• **DATA TO PROCESS**
# # # # #

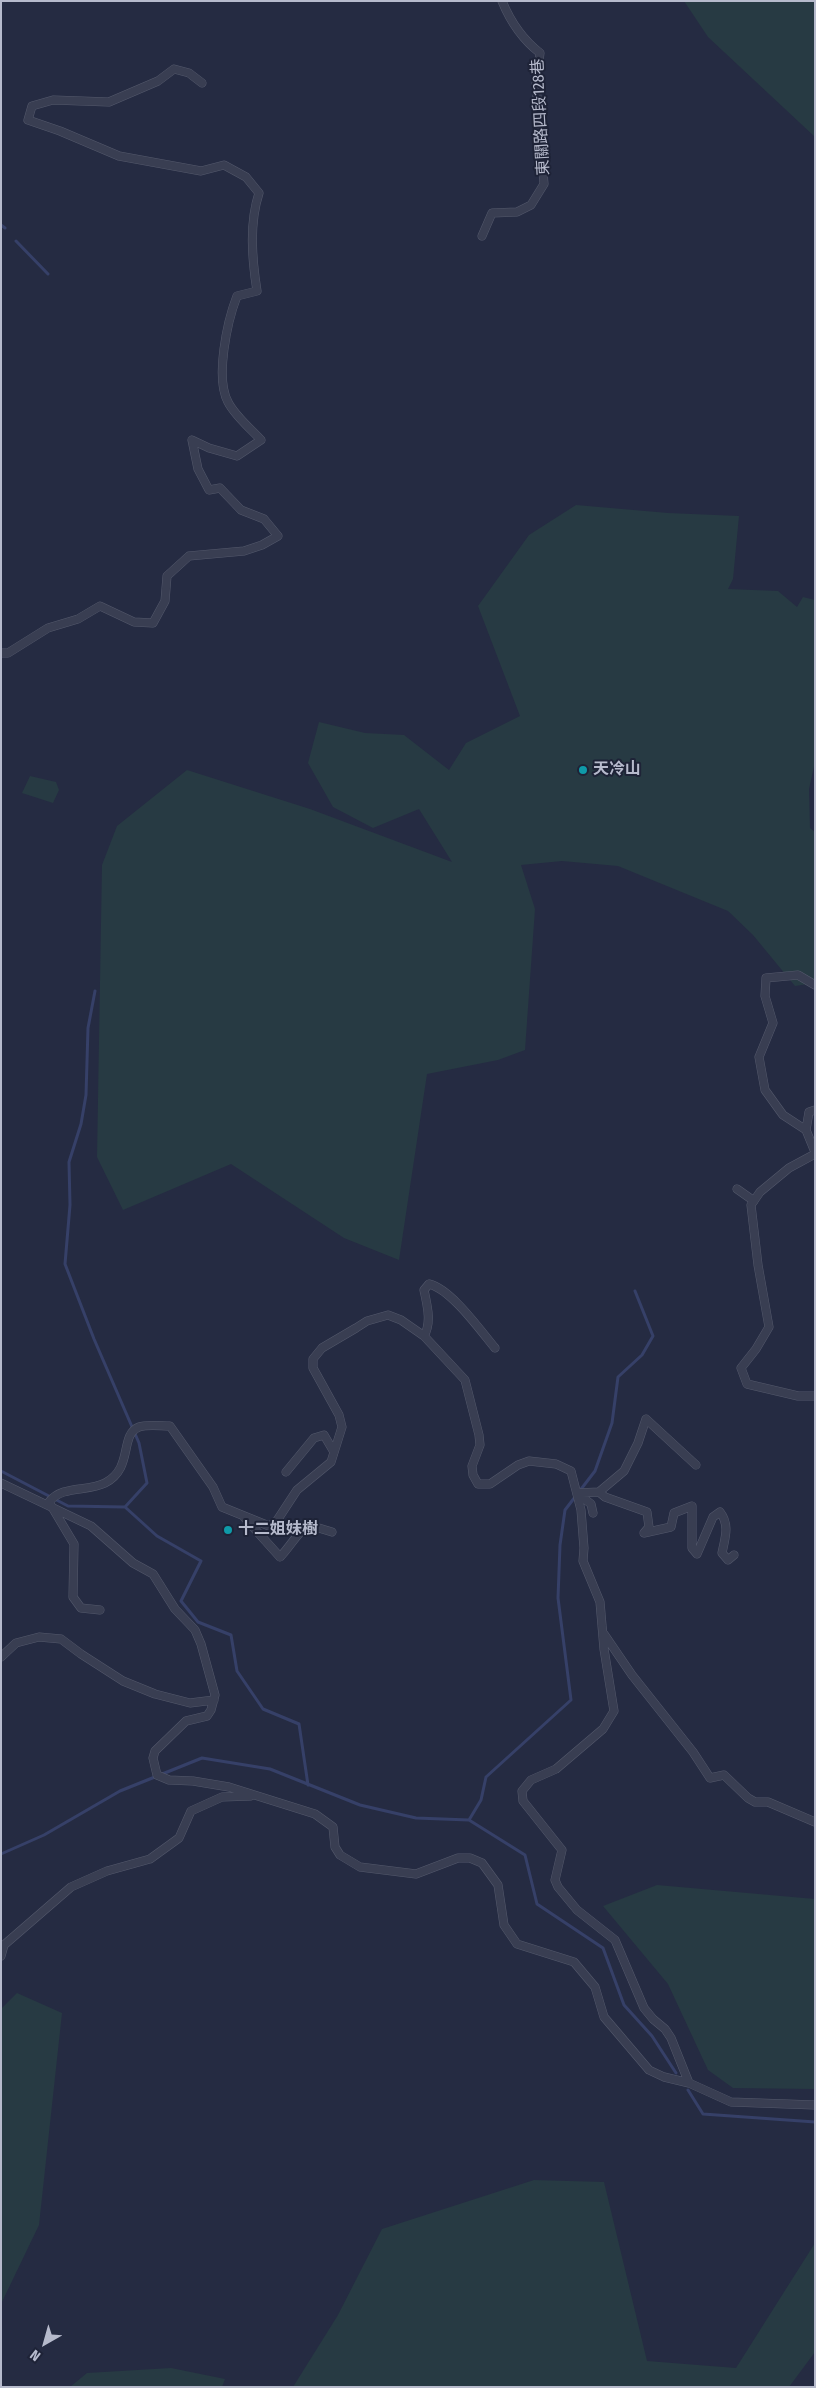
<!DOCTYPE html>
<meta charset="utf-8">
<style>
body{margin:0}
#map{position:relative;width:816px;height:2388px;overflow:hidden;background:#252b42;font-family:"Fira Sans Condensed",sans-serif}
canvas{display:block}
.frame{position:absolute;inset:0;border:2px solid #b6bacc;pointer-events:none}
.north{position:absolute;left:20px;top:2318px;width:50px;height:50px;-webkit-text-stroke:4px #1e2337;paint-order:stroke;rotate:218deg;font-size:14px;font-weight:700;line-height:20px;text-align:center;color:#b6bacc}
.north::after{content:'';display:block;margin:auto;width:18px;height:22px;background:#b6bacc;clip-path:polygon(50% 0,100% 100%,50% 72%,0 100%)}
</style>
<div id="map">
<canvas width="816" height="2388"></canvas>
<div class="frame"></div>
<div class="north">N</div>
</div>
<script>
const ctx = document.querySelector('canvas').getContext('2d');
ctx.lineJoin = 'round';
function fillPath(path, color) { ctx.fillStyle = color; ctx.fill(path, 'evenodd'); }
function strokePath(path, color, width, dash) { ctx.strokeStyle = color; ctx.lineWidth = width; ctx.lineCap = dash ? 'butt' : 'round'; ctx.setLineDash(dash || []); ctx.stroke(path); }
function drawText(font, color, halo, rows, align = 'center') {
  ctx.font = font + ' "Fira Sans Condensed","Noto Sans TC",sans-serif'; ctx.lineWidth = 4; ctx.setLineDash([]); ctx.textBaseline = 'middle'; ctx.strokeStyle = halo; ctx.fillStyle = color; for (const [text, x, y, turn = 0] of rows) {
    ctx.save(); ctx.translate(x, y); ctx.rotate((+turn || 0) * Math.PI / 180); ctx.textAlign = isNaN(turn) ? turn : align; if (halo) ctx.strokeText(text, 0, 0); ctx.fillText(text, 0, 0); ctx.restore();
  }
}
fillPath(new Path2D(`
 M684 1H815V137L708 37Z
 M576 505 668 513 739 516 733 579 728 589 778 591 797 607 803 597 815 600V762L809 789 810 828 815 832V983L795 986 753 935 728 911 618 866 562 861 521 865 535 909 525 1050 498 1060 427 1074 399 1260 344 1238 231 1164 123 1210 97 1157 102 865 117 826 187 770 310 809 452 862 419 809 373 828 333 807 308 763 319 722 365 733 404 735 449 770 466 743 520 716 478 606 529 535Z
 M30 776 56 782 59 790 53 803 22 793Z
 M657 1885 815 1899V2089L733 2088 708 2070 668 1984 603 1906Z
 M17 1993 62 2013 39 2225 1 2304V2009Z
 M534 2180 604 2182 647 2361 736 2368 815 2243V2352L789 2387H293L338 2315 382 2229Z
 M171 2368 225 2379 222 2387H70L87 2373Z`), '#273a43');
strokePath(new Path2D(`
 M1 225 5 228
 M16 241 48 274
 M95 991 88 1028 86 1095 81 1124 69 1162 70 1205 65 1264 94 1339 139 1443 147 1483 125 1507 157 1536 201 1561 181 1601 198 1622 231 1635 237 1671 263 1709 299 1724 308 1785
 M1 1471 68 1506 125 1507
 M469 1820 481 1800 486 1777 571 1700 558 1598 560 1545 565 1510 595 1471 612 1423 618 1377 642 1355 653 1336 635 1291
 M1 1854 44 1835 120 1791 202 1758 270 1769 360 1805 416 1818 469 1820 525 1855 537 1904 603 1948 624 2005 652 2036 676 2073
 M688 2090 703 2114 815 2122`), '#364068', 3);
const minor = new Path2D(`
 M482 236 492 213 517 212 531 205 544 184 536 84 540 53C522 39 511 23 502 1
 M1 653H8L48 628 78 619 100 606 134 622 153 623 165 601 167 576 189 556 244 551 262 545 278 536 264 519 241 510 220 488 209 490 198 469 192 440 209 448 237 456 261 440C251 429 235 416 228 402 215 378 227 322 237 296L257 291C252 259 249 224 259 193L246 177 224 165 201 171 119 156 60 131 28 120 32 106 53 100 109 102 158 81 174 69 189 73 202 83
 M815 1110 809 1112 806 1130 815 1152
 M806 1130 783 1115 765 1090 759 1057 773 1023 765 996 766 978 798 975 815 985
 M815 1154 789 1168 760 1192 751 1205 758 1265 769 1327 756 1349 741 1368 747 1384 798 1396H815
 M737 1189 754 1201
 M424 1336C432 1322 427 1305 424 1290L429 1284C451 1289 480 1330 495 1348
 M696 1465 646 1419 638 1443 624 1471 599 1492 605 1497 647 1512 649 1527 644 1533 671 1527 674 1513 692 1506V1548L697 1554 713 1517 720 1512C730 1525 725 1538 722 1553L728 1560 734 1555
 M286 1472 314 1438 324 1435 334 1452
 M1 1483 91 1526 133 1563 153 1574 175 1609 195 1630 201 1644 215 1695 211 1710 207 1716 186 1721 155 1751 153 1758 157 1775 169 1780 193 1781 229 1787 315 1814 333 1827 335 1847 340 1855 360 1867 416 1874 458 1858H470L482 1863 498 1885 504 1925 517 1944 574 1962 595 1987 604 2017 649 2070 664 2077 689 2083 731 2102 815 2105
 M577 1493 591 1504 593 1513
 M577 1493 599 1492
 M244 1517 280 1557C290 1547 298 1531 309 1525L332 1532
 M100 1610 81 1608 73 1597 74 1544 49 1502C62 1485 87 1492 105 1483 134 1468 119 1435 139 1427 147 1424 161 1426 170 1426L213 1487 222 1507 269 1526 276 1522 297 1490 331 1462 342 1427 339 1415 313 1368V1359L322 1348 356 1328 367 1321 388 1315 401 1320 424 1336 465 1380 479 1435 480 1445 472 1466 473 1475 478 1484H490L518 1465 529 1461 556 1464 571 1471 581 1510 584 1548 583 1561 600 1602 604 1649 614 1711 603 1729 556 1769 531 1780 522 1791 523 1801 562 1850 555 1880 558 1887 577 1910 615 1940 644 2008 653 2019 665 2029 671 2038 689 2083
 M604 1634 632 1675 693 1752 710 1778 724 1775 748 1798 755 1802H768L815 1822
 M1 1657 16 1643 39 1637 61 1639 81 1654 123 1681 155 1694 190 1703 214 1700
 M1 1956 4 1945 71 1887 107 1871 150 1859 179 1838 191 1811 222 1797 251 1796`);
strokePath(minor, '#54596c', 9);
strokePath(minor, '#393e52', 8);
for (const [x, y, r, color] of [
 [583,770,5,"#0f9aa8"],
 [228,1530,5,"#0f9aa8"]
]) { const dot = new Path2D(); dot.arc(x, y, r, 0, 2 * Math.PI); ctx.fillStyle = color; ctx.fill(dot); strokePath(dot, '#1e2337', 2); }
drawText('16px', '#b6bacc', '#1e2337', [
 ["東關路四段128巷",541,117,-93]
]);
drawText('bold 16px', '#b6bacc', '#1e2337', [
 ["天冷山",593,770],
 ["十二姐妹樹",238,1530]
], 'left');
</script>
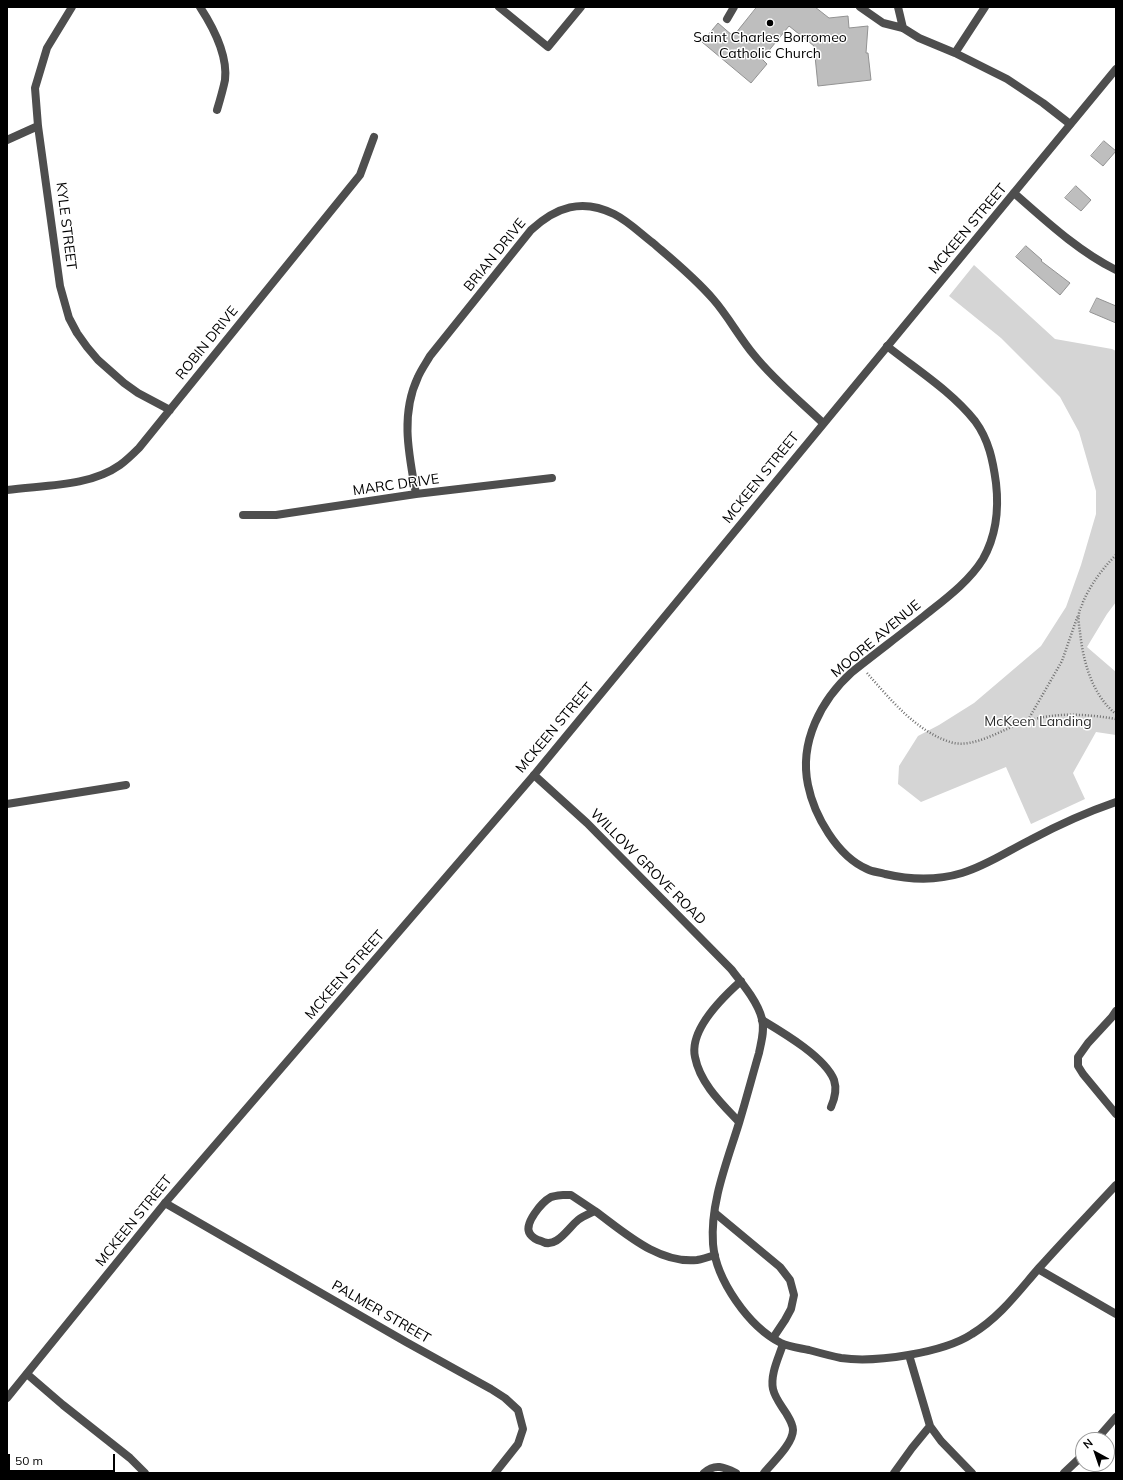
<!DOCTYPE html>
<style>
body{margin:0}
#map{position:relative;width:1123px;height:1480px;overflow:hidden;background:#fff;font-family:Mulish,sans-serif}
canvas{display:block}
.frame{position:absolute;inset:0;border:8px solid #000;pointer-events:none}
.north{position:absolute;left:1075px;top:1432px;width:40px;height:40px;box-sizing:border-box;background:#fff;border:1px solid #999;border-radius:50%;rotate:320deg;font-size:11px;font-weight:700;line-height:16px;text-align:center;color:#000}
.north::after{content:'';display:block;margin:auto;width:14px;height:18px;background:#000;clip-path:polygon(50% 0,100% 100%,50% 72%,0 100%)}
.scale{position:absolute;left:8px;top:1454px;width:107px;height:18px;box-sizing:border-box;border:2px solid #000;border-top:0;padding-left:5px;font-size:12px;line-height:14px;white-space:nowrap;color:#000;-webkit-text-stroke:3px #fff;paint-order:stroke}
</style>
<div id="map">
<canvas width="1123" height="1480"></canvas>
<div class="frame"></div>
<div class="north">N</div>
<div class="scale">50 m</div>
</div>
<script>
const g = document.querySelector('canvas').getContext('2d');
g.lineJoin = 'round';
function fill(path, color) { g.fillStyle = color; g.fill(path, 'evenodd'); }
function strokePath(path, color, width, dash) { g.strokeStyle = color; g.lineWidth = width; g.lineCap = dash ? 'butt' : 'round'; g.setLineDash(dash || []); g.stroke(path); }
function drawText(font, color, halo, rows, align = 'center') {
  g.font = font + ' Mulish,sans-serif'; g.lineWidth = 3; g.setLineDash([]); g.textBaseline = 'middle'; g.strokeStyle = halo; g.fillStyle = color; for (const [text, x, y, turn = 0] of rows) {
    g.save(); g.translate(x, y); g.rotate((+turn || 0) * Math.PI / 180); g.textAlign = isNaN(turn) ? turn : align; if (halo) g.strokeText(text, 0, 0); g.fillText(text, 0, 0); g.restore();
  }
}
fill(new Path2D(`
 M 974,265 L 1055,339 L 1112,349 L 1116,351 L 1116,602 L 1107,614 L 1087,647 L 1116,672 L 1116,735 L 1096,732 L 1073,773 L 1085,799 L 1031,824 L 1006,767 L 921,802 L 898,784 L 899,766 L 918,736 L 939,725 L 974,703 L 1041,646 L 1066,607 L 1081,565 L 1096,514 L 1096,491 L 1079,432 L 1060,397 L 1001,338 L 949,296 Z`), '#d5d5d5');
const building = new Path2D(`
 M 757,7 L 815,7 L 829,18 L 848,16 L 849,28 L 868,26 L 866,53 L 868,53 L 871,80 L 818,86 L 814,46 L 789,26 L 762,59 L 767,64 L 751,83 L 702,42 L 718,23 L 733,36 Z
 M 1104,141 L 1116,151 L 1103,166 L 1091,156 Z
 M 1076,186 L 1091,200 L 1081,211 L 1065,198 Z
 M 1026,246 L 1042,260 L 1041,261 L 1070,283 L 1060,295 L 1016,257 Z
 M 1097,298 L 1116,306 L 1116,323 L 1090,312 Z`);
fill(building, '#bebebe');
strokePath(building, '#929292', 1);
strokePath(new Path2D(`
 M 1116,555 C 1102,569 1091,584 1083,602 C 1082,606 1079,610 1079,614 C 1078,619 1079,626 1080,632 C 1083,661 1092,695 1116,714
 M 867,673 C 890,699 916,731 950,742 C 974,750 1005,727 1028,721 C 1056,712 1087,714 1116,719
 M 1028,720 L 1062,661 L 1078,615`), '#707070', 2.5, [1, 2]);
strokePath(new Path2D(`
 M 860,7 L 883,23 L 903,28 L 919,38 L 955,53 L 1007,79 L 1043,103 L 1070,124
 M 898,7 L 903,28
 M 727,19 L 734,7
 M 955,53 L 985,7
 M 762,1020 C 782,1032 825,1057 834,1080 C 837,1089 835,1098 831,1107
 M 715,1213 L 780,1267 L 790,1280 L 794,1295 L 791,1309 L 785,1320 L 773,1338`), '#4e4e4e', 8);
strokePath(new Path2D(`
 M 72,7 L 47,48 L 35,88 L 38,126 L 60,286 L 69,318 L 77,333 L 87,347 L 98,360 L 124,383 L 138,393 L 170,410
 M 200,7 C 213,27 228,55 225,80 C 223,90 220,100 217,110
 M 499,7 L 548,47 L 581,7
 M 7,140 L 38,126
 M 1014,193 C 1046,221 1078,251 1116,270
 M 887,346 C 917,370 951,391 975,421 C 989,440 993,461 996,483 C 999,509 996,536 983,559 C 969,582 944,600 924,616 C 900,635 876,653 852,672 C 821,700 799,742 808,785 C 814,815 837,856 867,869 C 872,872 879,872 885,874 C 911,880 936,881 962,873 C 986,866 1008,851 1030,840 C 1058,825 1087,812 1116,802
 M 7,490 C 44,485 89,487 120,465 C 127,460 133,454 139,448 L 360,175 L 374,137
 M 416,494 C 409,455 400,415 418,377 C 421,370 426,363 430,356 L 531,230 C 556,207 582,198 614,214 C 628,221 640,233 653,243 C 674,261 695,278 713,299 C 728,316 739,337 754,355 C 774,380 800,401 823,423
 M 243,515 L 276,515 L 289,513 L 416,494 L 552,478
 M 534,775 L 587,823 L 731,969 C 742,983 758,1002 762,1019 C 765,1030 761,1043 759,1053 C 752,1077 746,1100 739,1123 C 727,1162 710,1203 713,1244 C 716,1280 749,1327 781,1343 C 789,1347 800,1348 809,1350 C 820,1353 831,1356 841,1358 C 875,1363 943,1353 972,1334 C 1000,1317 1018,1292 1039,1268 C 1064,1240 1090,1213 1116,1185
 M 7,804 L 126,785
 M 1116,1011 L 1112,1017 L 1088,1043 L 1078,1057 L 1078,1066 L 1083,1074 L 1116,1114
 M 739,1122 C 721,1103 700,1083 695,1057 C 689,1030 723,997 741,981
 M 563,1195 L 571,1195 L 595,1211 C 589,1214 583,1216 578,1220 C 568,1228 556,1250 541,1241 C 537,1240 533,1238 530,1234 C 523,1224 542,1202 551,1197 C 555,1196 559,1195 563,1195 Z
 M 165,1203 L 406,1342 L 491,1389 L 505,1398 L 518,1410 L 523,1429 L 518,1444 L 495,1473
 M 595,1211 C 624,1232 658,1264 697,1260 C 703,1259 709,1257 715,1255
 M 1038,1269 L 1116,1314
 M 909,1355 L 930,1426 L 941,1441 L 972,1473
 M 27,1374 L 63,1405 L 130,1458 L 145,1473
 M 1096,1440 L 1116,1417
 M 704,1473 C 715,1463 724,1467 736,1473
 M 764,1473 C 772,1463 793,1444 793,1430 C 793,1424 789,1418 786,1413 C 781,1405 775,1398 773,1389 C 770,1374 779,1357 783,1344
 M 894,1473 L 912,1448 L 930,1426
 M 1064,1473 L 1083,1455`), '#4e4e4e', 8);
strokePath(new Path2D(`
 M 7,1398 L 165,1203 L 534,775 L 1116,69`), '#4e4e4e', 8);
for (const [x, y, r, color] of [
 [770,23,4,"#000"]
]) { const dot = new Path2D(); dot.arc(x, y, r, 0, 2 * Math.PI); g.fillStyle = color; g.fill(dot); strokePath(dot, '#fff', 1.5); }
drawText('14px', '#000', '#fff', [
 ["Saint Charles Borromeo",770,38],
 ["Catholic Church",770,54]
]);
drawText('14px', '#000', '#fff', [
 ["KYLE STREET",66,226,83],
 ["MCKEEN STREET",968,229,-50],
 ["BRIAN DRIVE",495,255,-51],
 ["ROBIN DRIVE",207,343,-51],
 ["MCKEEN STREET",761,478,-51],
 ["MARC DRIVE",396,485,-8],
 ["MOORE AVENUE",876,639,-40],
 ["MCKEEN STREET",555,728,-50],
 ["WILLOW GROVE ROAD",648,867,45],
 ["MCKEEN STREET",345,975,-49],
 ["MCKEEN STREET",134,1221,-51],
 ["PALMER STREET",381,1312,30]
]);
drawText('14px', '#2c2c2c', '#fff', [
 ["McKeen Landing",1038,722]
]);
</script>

# # # # #

• **TASK BRIEF**
Scan the records above for lines with the word "turn", then say how many there are, giving the number alone.

• **SOLUTION FOR THIS PROBLEM**
4